Wednesday, May 27, 2020

Experience in COVID-Specific Psychiatric Unit Highlights Challenges Related to Discharging Patients

The journals of APA Publishing are receiving numerous submissions on aspects of the COVID-19 pandemic. To get information about findings to the field faster, Psychiatric News is posting summaries of these submissions soon after acceptance.

Patients with acute psychiatric needs who are COVID-19 positive can be safely cared for in a COVID-specific psychiatric unit, but determining when they can be discharged can be challenging, wrote Luming Li, M.D., and colleagues at the Yale New Haven Psychiatric Hospital in a Psychiatric Services article in press.

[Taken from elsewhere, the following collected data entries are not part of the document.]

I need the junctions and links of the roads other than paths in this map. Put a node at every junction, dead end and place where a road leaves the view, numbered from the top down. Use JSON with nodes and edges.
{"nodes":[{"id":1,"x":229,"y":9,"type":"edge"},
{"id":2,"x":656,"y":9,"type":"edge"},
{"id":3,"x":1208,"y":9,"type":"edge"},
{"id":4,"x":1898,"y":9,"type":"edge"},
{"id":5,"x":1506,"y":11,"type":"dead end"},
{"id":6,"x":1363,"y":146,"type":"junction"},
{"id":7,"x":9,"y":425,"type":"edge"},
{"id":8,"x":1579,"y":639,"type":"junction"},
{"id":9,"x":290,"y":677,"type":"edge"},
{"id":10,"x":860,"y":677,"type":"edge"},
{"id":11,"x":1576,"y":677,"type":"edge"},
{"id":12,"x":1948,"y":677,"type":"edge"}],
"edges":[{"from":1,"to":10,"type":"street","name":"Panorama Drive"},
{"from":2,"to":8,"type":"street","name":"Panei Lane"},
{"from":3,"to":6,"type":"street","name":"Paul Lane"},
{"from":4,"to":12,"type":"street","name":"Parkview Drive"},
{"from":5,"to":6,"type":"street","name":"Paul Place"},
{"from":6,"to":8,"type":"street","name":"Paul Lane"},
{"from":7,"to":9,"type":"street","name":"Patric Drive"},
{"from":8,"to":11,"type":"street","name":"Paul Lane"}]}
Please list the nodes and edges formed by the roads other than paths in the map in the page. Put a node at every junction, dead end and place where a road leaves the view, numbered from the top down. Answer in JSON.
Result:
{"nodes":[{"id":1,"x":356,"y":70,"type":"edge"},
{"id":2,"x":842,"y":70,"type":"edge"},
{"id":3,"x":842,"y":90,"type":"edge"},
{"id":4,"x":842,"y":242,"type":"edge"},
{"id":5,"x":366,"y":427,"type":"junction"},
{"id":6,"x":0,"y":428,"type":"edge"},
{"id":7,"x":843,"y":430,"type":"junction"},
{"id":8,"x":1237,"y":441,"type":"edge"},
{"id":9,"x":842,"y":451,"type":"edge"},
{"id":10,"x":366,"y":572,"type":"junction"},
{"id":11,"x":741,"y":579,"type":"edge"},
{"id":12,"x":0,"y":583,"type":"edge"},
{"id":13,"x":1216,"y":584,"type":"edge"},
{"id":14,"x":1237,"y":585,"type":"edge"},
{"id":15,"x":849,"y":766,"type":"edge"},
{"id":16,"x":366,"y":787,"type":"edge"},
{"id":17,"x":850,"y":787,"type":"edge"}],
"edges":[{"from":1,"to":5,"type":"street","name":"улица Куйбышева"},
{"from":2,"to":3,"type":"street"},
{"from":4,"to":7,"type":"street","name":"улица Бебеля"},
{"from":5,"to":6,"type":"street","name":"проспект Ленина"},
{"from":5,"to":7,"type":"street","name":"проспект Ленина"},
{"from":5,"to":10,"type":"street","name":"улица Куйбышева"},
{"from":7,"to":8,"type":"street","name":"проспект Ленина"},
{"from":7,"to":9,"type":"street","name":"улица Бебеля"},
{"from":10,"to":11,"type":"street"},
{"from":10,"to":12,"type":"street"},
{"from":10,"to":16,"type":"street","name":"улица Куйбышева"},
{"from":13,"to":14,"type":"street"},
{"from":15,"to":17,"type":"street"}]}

“Emerging evidence suggests that positive test[s] can endure for weeks after a person is no longer infectious,” they wrote. “Although every patient required a COVID+ test … for admission, many patients continue to remain positive or have testing courses with a negative test, positive test, and then inconclusive test, making testing results difficult to interpret.”

The Yale New Haven COVID-specific psychiatric unit was first opened on April 28 after the hospital began to experience an uptick in the number of patients confirmed to have COVID-19 and those suspected of having COVID-19. The adolescent wing of the hospital was converted to a COVID-specific unit after patients in that wing were moved to a unit with young adult patients.

A multidisciplinary leadership team worked to develop a manual to guide the admission criteria for the unit, as well as protocols for infection prevention, use of personal protective equipment, and other issues. To meet criteria for the COVID-specific psychiatric unit, patients needed at least one COVID+ test within the last 14 days and no significant acute medical symptoms. Patients with acute medical concerns continued to be cared for on the general medical unit with psychiatric consultation.

At the time Li and colleagues wrote the paper, 11 patients had been treated in the unit. They noted that since many group living facilities now require two negative tests before patients will be accepted, ongoing positive or variable test results may prove a challenge for discharge. “[P]atients who are acutely stable psychiatrically may need prolonged hospitalizations” due to limited options for discharge, they wrote.

They concluded: “This report helps to outline special considerations for a COVID-specific inpatient psychiatric unit, which can be useful for other behavioral health facilities preparing for infection prevention as states reopen and risk for COVID-19 spread increases.”

The article is in press at Psychiatric Services and can be cited as follows: Li L, Stanley R, Fortunati F: Emerging Need and Early Experiences with a COVID-Specific Psychiatric Unit.